The 4th Circuit is the first court to side with the administration’s legal argument that the mandate’s penalty is a tax.


Read more: http://www.politico.com/news/stories/0911/62992.html#ixzz1XOqgPlg5
 
This was the Liberty University ruling.

In the case of Liberty University, the court said the legal challenge had come too soon: “Because this suit constitutes a pre-enforcement action seeking to restrain the assessment of a tax, the Anti-Injunction Act strips us of jurisdiction. Accordingly, we must vacate the judgment of the district court and remand the case with instructions to dismiss for lack of jurisdiction.”
The 4th Circuit is the first court to side with the administration’s legal argument that the mandate’s penalty is a tax.


Read more: http://www.politico.com/news/stories/0911/62992.html#ixzz1XOqgPlg5

The court never said that. It was the Feds that argued that the penalty was a tax and that they could legally assess a tax under the definitions in the Anti Injunction Act. The court indicated that there was a distinction between a tax and a penalty and that the exactions imposed by the violations of the employer and individual mandate were regulatory penalties.
 
The court never said that. It was the Feds that argued that the penalty was a tax and that they could legally assess a tax under the definitions in the Anti Injunction Act. The court indicated that there was a distinction between a tax and a penalty and that the exactions imposed by the violations of the employer and individual mandate were regulatory penalties.

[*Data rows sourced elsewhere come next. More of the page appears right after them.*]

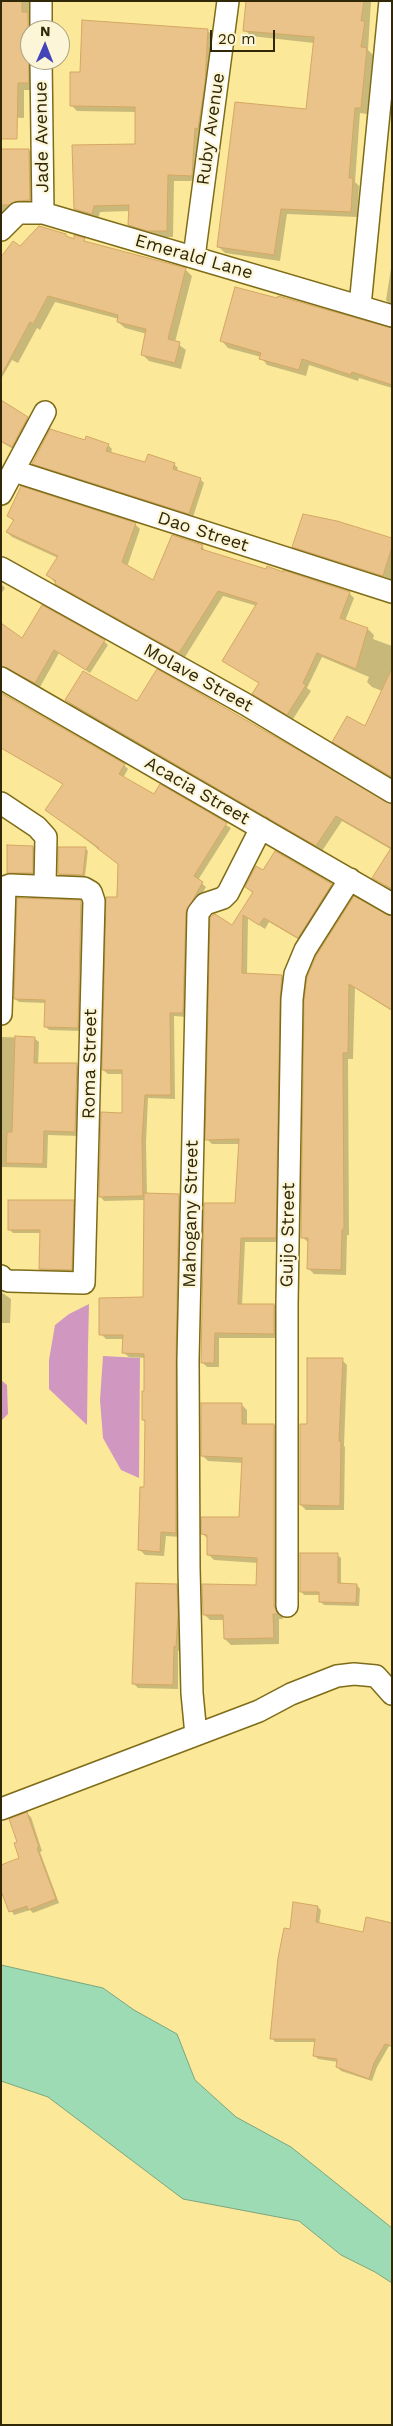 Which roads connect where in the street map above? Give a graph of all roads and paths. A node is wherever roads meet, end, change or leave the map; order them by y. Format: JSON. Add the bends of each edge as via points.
{"nodes":[{"id":1,"x":41,"y":1,"type":"edge"},
{"id":2,"x":228,"y":1,"type":"edge"},
{"id":3,"x":390,"y":1,"type":"edge"},
{"id":4,"x":41,"y":20,"type":"edge"},
{"id":5,"x":42,"y":70,"type":"edge"},
{"id":6,"x":44,"y":213,"type":"junction"},
{"id":7,"x":1,"y":230,"type":"edge"},
{"id":8,"x":194,"y":257,"type":"junction"},
{"id":9,"x":360,"y":306,"type":"junction"},
{"id":10,"x":392,"y":316,"type":"edge"},
{"id":11,"x":45,"y":412,"type":"dead end"},
{"id":12,"x":14,"y":471,"type":"junction"},
{"id":13,"x":1,"y":494,"type":"edge"},
{"id":14,"x":1,"y":568,"type":"edge"},
{"id":15,"x":392,"y":592,"type":"edge"},
{"id":16,"x":1,"y":678,"type":"edge"},
{"id":17,"x":392,"y":792,"type":"edge"},
{"id":18,"x":1,"y":803,"type":"edge"},
{"id":19,"x":262,"y":828,"type":"junction"},
{"id":20,"x":350,"y":879,"type":"junction"},
{"id":21,"x":46,"y":886,"type":"junction"},
{"id":22,"x":392,"y":904,"type":"edge"},
{"id":23,"x":1,"y":1014,"type":"edge"},
{"id":24,"x":1,"y":1276,"type":"edge"},
{"id":25,"x":287,"y":1606,"type":"dead end"},
{"id":26,"x":392,"y":1694,"type":"edge"},
{"id":27,"x":196,"y":1735,"type":"junction"},
{"id":28,"x":1,"y":1809,"type":"edge"}],
"edges":[{"from":1,"to":4,"type":"street"},
{"from":2,"to":8,"type":"street","name":"Ruby Avenue"},
{"from":3,"to":9,"type":"street"},
{"from":5,"to":6,"type":"street","name":"Jade Avenue"},
{"from":6,"to":7,"type":"street","name":"Emerald Lane","via":[[18,213]]},
{"from":6,"to":8,"type":"street","name":"Emerald Lane"},
{"from":8,"to":9,"type":"street","name":"Emerald Lane"},
{"from":9,"to":10,"type":"street","name":"Emerald Lane"},
{"from":11,"to":12,"type":"street"},
{"from":12,"to":13,"type":"street"},
{"from":12,"to":15,"type":"street","name":"Dao Street"},
{"from":14,"to":17,"type":"street","name":"Molave Street","via":[[245,704]]},
{"from":16,"to":19,"type":"street","name":"Acacia Street"},
{"from":18,"to":21,"type":"street","via":[[37,827],[46,837]]},
{"from":19,"to":20,"type":"street","name":"Acacia Street"},
{"from":19,"to":27,"type":"street","name":"Mahogany Street","via":[[228,893],[205,904],[198,913],[188,1360],[189,1568]]},
{"from":20,"to":22,"type":"street","name":"Acacia Street"},
{"from":20,"to":25,"type":"street","name":"Guijo Street","via":[[305,950],[295,974],[292,998]]},
{"from":21,"to":23,"type":"street","name":"Roma Street","via":[[10,884],[5,887]]},
{"from":21,"to":24,"type":"street","name":"Roma Street","via":[[84,888],[91,892],[94,901],[84,1283],[9,1281]]},
{"from":26,"to":27,"type":"street","via":[[376,1676],[337,1676],[291,1694],[260,1711]]},
{"from":27,"to":28,"type":"street"}]} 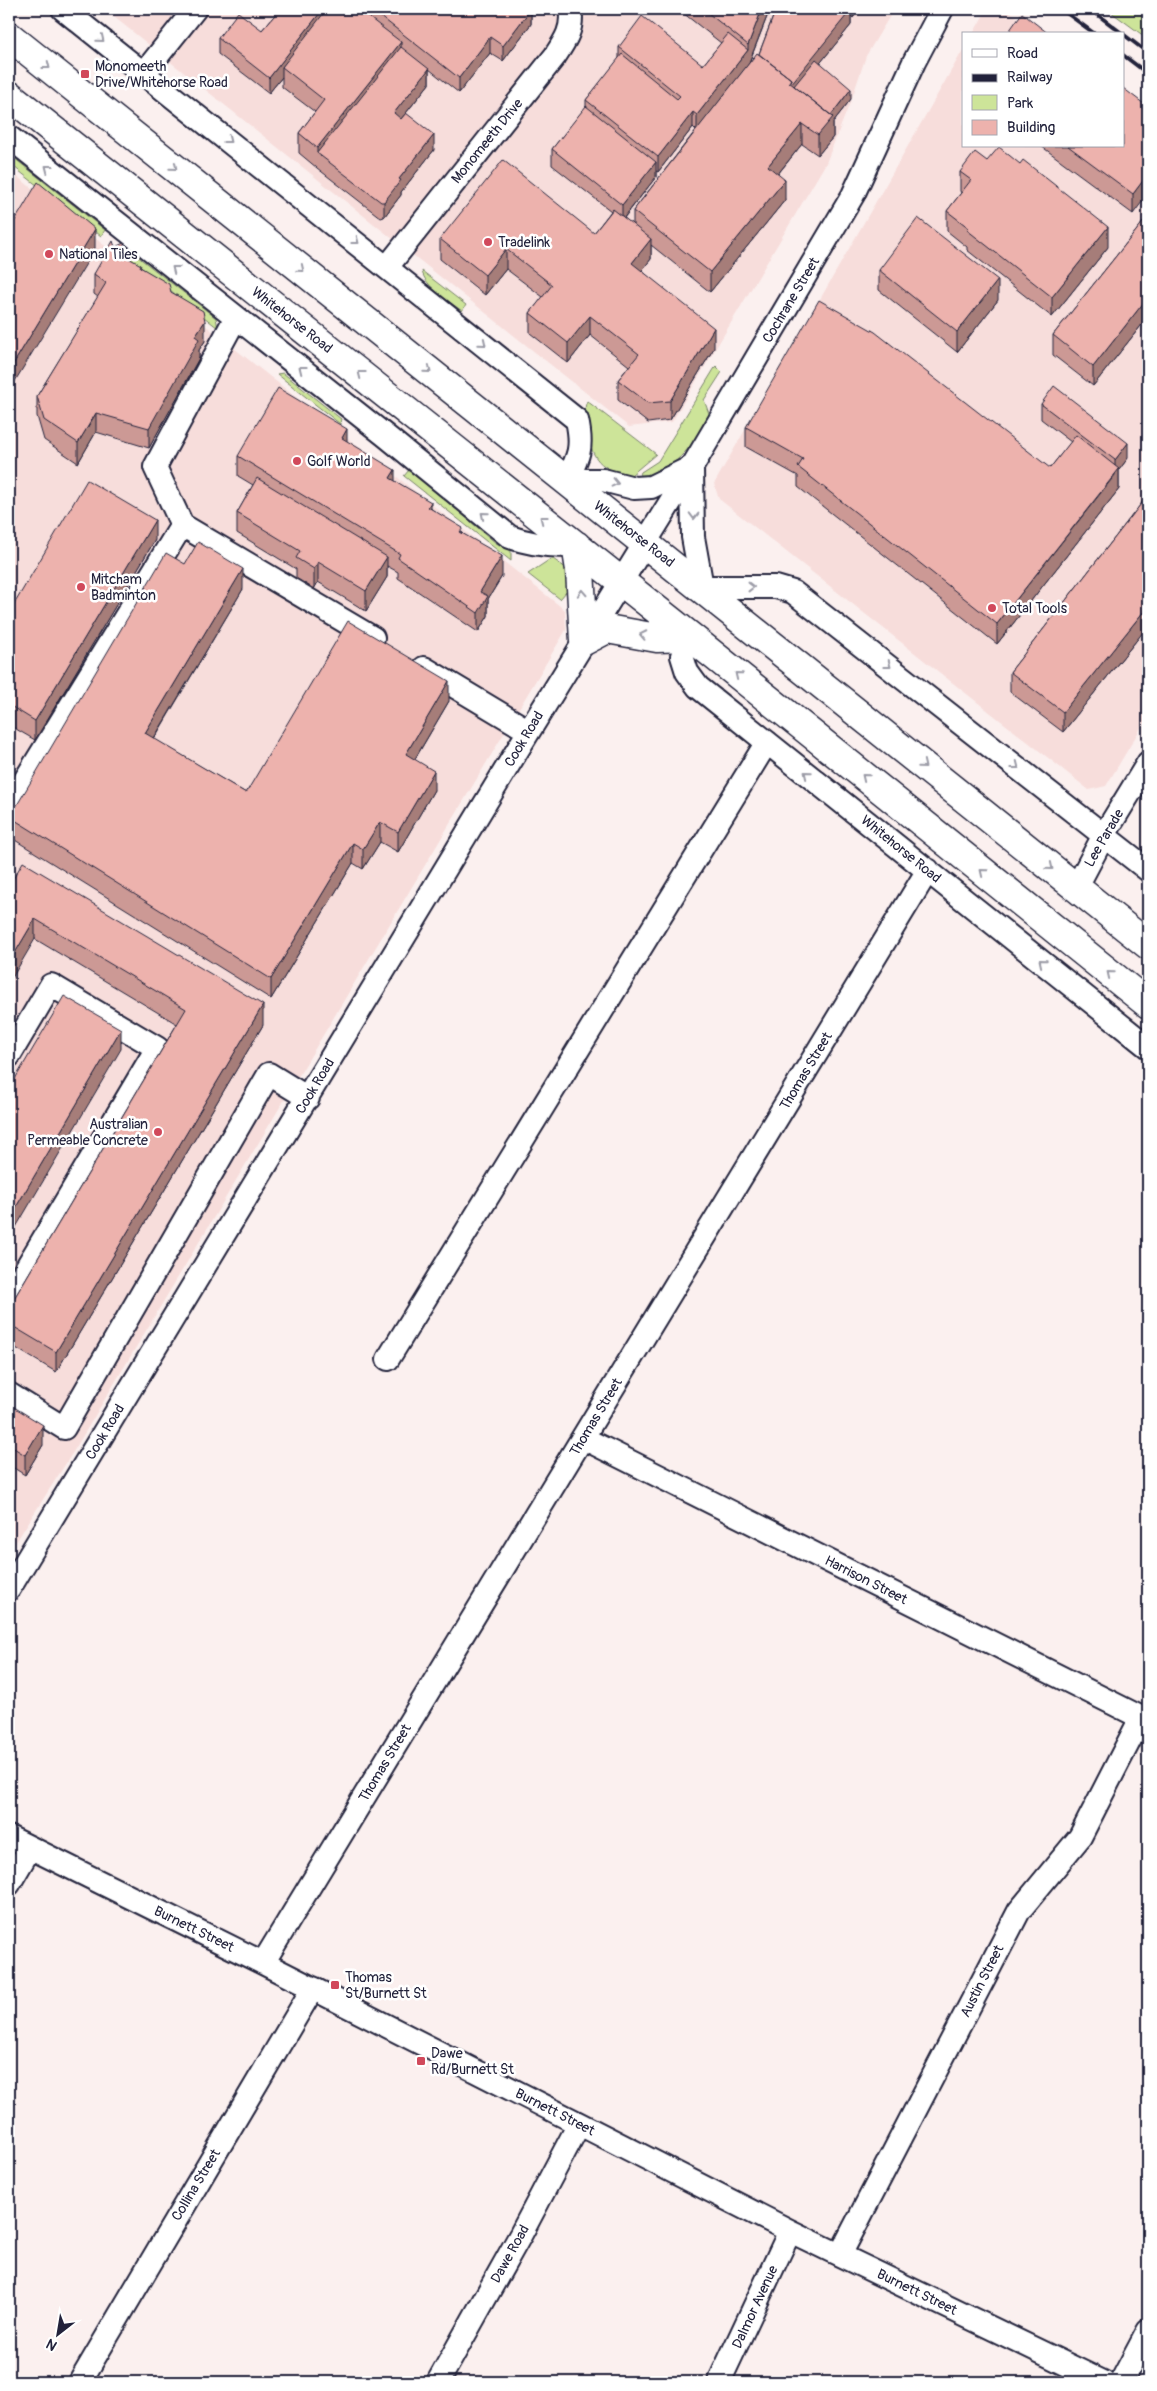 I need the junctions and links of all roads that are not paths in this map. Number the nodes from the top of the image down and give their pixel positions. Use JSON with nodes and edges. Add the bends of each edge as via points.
{"nodes":[{"id":1,"x":63,"y":9,"type":"edge"},
{"id":2,"x":195,"y":9,"type":"edge"},
{"id":3,"x":570,"y":9,"type":"edge"},
{"id":4,"x":942,"y":9,"type":"edge"},
{"id":5,"x":9,"y":36,"type":"edge"},
{"id":6,"x":144,"y":73,"type":"junction"},
{"id":7,"x":10,"y":99,"type":"edge"},
{"id":8,"x":9,"y":137,"type":"edge"},
{"id":9,"x":388,"y":266,"type":"junction"},
{"id":10,"x":236,"y":317,"type":"junction"},
{"id":11,"x":692,"y":467,"type":"junction"},
{"id":12,"x":567,"y":480,"type":"junction"},
{"id":13,"x":182,"y":526,"type":"junction"},
{"id":14,"x":644,"y":542,"type":"junction"},
{"id":15,"x":576,"y":545,"type":"junction"},
{"id":16,"x":621,"y":582,"type":"junction"},
{"id":17,"x":702,"y":588,"type":"junction"},
{"id":18,"x":691,"y":637,"type":"junction"},
{"id":19,"x":584,"y":641,"type":"junction"},
{"id":20,"x":529,"y":731,"type":"junction"},
{"id":21,"x":766,"y":742,"type":"junction"},
{"id":22,"x":1148,"y":763,"type":"edge"},
{"id":23,"x":9,"y":806,"type":"edge"},
{"id":24,"x":1104,"y":835,"type":"junction"},
{"id":25,"x":928,"y":870,"type":"junction"},
{"id":26,"x":1148,"y":870,"type":"edge"},
{"id":27,"x":1076,"y":888,"type":"junction"},
{"id":28,"x":1148,"y":945,"type":"edge"},
{"id":29,"x":1148,"y":1004,"type":"edge"},
{"id":30,"x":1148,"y":1047,"type":"edge"},
{"id":31,"x":9,"y":1056,"type":"edge"},
{"id":32,"x":308,"y":1098,"type":"junction"},
{"id":33,"x":9,"y":1297,"type":"edge"},
{"id":34,"x":388,"y":1359,"type":"dead end"},
{"id":35,"x":9,"y":1394,"type":"edge"},
{"id":36,"x":64,"y":1428,"type":"junction"},
{"id":37,"x":583,"y":1438,"type":"junction"},
{"id":38,"x":96,"y":1446,"type":"junction"},
{"id":39,"x":9,"y":1589,"type":"edge"},
{"id":40,"x":1145,"y":1720,"type":"edge"},
{"id":41,"x":9,"y":1837,"type":"edge"},
{"id":42,"x":30,"y":1848,"type":"junction"},
{"id":43,"x":9,"y":1884,"type":"edge"},
{"id":44,"x":263,"y":1963,"type":"junction"},
{"id":45,"x":313,"y":1988,"type":"junction"},
{"id":46,"x":579,"y":2124,"type":"junction"},
{"id":47,"x":790,"y":2231,"type":"junction"},
{"id":48,"x":840,"y":2255,"type":"junction"},
{"id":49,"x":1148,"y":2331,"type":"edge"},
{"id":50,"x":80,"y":2382,"type":"edge"},
{"id":51,"x":438,"y":2382,"type":"edge"},
{"id":52,"x":719,"y":2382,"type":"edge"},
{"id":53,"x":1103,"y":2382,"type":"edge"},
{"id":54,"x":1120,"y":2382,"type":"edge"}],
"edges":[{"from":1,"to":6,"type":"street","one_way":true},
{"from":2,"to":6,"type":"street"},
{"from":3,"to":9,"type":"street","name":"Monomeeth Drive","via":[[572,23],[555,56]]},
{"from":4,"to":11,"type":"street","name":"Cochrane Street","via":[[853,195]]},
{"from":5,"to":12,"type":"highway","name":"Whitehorse Road","one_way":true},
{"from":6,"to":9,"type":"street","one_way":true},
{"from":15,"to":7,"type":"highway","name":"Whitehorse Road","one_way":true},
{"from":10,"to":8,"type":"street","one_way":true},
{"from":9,"to":12,"type":"street","one_way":true,"via":[[577,420],[580,456]]},
{"from":10,"to":13,"type":"street","via":[[155,467]]},
{"from":15,"to":10,"type":"street","one_way":true,"via":[[529,544],[510,537]]},
{"from":12,"to":11,"type":"street","one_way":true,"via":[[603,480],[634,488],[651,487]]},
{"from":11,"to":14,"type":"street","name":"Cochrane Street"},
{"from":11,"to":17,"type":"street","one_way":true,"via":[[693,537]]},
{"from":12,"to":14,"type":"highway","name":"Whitehorse Road"},
{"from":13,"to":20,"type":"street"},
{"from":13,"to":23,"type":"street"},
{"from":14,"to":16,"type":"street","name":"Cochrane Street"},
{"from":14,"to":17,"type":"highway","name":"Whitehorse Road"},
{"from":15,"to":16,"type":"highway","name":"Whitehorse Road"},
{"from":19,"to":15,"type":"highway","one_way":true},
{"from":16,"to":18,"type":"highway","name":"Whitehorse Road"},
{"from":16,"to":19,"type":"street","name":"Cook Road"},
{"from":17,"to":24,"type":"street","one_way":true,"via":[[776,588],[793,592]]},
{"from":17,"to":27,"type":"highway","name":"Whitehorse Road","one_way":true},
{"from":18,"to":19,"type":"highway","one_way":true,"via":[[657,638],[607,629]]},
{"from":18,"to":21,"type":"street","name":"Whitehorse Road","via":[[682,656],[687,672],[698,687]]},
{"from":29,"to":18,"type":"highway","name":"Whitehorse Road","one_way":true},
{"from":19,"to":20,"type":"street","name":"Cook Road"},
{"from":20,"to":32,"type":"street","name":"Cook Road"},
{"from":25,"to":21,"type":"street","name":"Whitehorse Road","one_way":true},
{"from":21,"to":34,"type":"street"},
{"from":22,"to":24,"type":"street","name":"Lee Parade"},
{"from":24,"to":26,"type":"street"},
{"from":24,"to":27,"type":"street","name":"Lee Parade"},
{"from":30,"to":25,"type":"street","name":"Whitehorse Road","one_way":true},
{"from":25,"to":37,"type":"street","name":"Thomas Street"},
{"from":27,"to":28,"type":"highway","name":"Whitehorse Road"},
{"from":31,"to":33,"type":"street","via":[[51,985],[157,1048]]},
{"from":32,"to":36,"type":"street","via":[[269,1074]]},
{"from":32,"to":38,"type":"street","name":"Cook Road"},
{"from":35,"to":36,"type":"street"},
{"from":36,"to":38,"type":"street"},
{"from":37,"to":40,"type":"street","name":"Harrison Street"},
{"from":37,"to":44,"type":"street","name":"Thomas Street"},
{"from":38,"to":39,"type":"street","name":"Cook Road"},
{"from":40,"to":48,"type":"street","name":"Austin Street","via":[[1080,1837],[1019,1911]]},
{"from":41,"to":42,"type":"street","name":"Burnett Street"},
{"from":42,"to":43,"type":"street"},
{"from":42,"to":44,"type":"street","name":"Burnett Street"},
{"from":44,"to":45,"type":"street","name":"Burnett Street"},
{"from":45,"to":46,"type":"street","name":"Burnett Street"},
{"from":45,"to":50,"type":"street","name":"Collina Street"},
{"from":46,"to":47,"type":"street","name":"Burnett Street"},
{"from":46,"to":51,"type":"street","name":"Dawe Road"},
{"from":47,"to":48,"type":"street","name":"Burnett Street"},
{"from":47,"to":52,"type":"street","name":"Dalmor Avenue"},
{"from":48,"to":53,"type":"street","name":"Burnett Street"},
{"from":49,"to":54,"type":"street"}]}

The Court’s broad interpretation of the AIA to bar interference with the assessment of any exaction imposed by the Code entirely accords with, and indeed seems to be mandated by, other provisions of the Internal Revenue Code. The AIA does not use the term “tax” in a vacuum; rather, it protects from judicial interference the “assessment . . . of any tax.” I.R.C. § 7421(a) (emphasis added). The Secretary’s authority to make such an “assessment . . . of any tax” derives directly from another provision in the Code, which charges the Secretary with making “assessments of all taxes (including interest, additional amounts, additions to the tax, and assessable penalties) imposed by this title.” § 6201(a) (emphases added); see also § 6202 (“assessment of any internal revenue tax” includes assessment of “penalties”). Thus, for purposes of the very assessment authority that the AIA protects, Congress made clear that “penalties” (as well as “interest, additional amounts, [and] additions to the tax”) count as “taxes.”

Page 19-20
 
The Court’s broad interpretation of the AIA to bar interference with the assessment of any exaction imposed by the Code entirely accords with, and indeed seems to be mandated by, other provisions of the Internal Revenue Code. The AIA does not use the term “tax” in a vacuum; rather, it protects from judicial interference the “assessment . . . of any tax.” I.R.C. § 7421(a) (emphasis added). The Secretary’s authority to make such an “assessment . . . of any tax” derives directly from another provision in the Code, which charges the Secretary with making “assessments of all taxes (including interest, additional amounts, additions to the tax, and assessable penalties) imposed by this title.” § 6201(a) (emphases added); see also § 6202 (“assessment of any internal revenue tax” includes assessment of “penalties”). Thus, for purposes of the very assessment authority that the AIA protects, Congress made clear that “penalties” (as well as “interest, additional amounts, [and] additions to the tax”) count as “taxes.”

Page 19-20

I don't know where you got that paragraph from, but the actual memorandum opinion says this on page 20:

After considering the prevailing case law, I conclude that the better characterization of the exactions imposed under the Act for violations of the employer and individual coverage provisions is that of regulatory penalties, not taxes.